Applied to the worst-case UV radiation scenario on the early Earth or similar anoxic planets, the result shows that although UV fluxes would have been detrimental and a strong selection pressure on epilithic communities, some factors would have allowed organisms to survive. They include tolerance of extreme environmental conditions, the ‘matting’ habit, whereby cells are shielded by surface layers (Sagan, 1973; Margulis et al., 1976; Olson and Pierson, 1986; Pierson et al., 1993), and high cell numbers. Either individually or in combination, these factors would have allowed the surfaces of rocks to be colonized, despite the destruction of biomolecules in the surface layers.

The work reported in this study also revealed new microorganisms of potential use in space exploration. Phototrophs have a number of uses, for example, in oxygen production in life support systems, the amelioration of planetary regolith (surface material) and the extraction of useful elements from rocks (Cockell, 2010). The data show that some phototrophs can survive under space conditions, but that high UV fluxes or the combined stressors of space conditions even under dark conditions (including temperature fluctuations) kill most organisms. Consistent with earlier results from the exposure of the same biofilm to 10 days in low Earth orbit, we isolated the cyanobacterium (Gloeocapsa OU_20) (Olsson-Francis et al., 2010). The EXPOSE-E experiment reported in this study extends the known survival of this organism to conditions in low Earth orbit to 548 days. Our experiments also resulted in the identification of two novel algal species, neither of which was isolated in the previous 10 day experiment. One explanation may be heterogeneities in the abundance or presence of the organisms on the rock surface, so that in the 10 day experiment they were either not present on the samples, or their population was not sufficiently abundant for a sub-population of cells to survive. Nevertheless, our results show that space exposure experiments can result in the identification of novel, potentially useful, eukaryotic fast-growing phototrophs. The two algal species closely affiliate to genera (Chlorella and Rosenvingiella), known to have representatives that can tolerate environmental extremes (Belcher, 1969; Broady, 1996; Rindi et al., 2004). The two novel non-cyanobacterial prokaryotic isolates belong to genera not previously characterized for tolerance to extreme environmental conditions.
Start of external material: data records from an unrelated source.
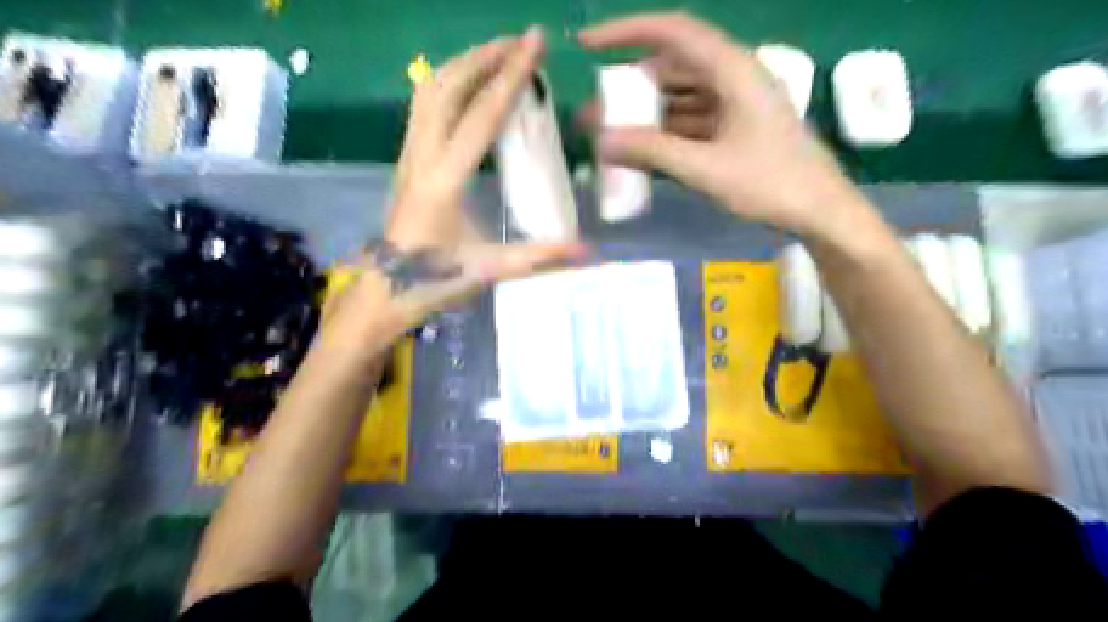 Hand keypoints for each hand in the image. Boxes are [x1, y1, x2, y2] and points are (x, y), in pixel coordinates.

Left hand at [337, 27, 586, 334]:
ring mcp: (408, 155)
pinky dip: (448, 84)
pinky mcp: (405, 160)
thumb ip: (539, 257)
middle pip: (448, 87)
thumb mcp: (490, 269)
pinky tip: (468, 89)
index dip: (511, 76)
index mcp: (444, 179)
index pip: (481, 115)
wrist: (384, 291)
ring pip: (429, 90)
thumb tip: (587, 252)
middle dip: (485, 57)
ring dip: (464, 65)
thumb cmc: (433, 281)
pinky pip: (423, 106)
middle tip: (520, 43)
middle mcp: (421, 156)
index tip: (534, 42)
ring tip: (497, 55)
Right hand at [580, 12, 873, 239]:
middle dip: (629, 89)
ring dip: (645, 115)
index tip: (587, 44)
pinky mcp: (734, 129)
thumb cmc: (771, 184)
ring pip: (678, 98)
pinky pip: (689, 122)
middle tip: (595, 113)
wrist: (819, 211)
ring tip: (610, 137)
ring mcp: (734, 105)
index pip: (672, 33)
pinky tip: (641, 152)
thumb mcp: (707, 169)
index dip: (626, 32)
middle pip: (671, 69)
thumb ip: (653, 152)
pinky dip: (664, 133)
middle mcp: (732, 78)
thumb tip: (602, 142)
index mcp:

In conclusion, we have shown that prokaryotic and eukaryotic phototrophs can survive conditions in low Earth orbit for a year and a half and that these conditions act as a selective pressure on communities. Our data show that if the early Earth was exposed to high UV radiation (>200 nm), it would have been an important selection pressure on epilithic communities. However, some organisms could have survived the unattenuated flux in an inactive state for considerable lengths of time. Future work must investigate the physiological capabilities of the novel extremophiles isolated from the rocks and their potential practical uses.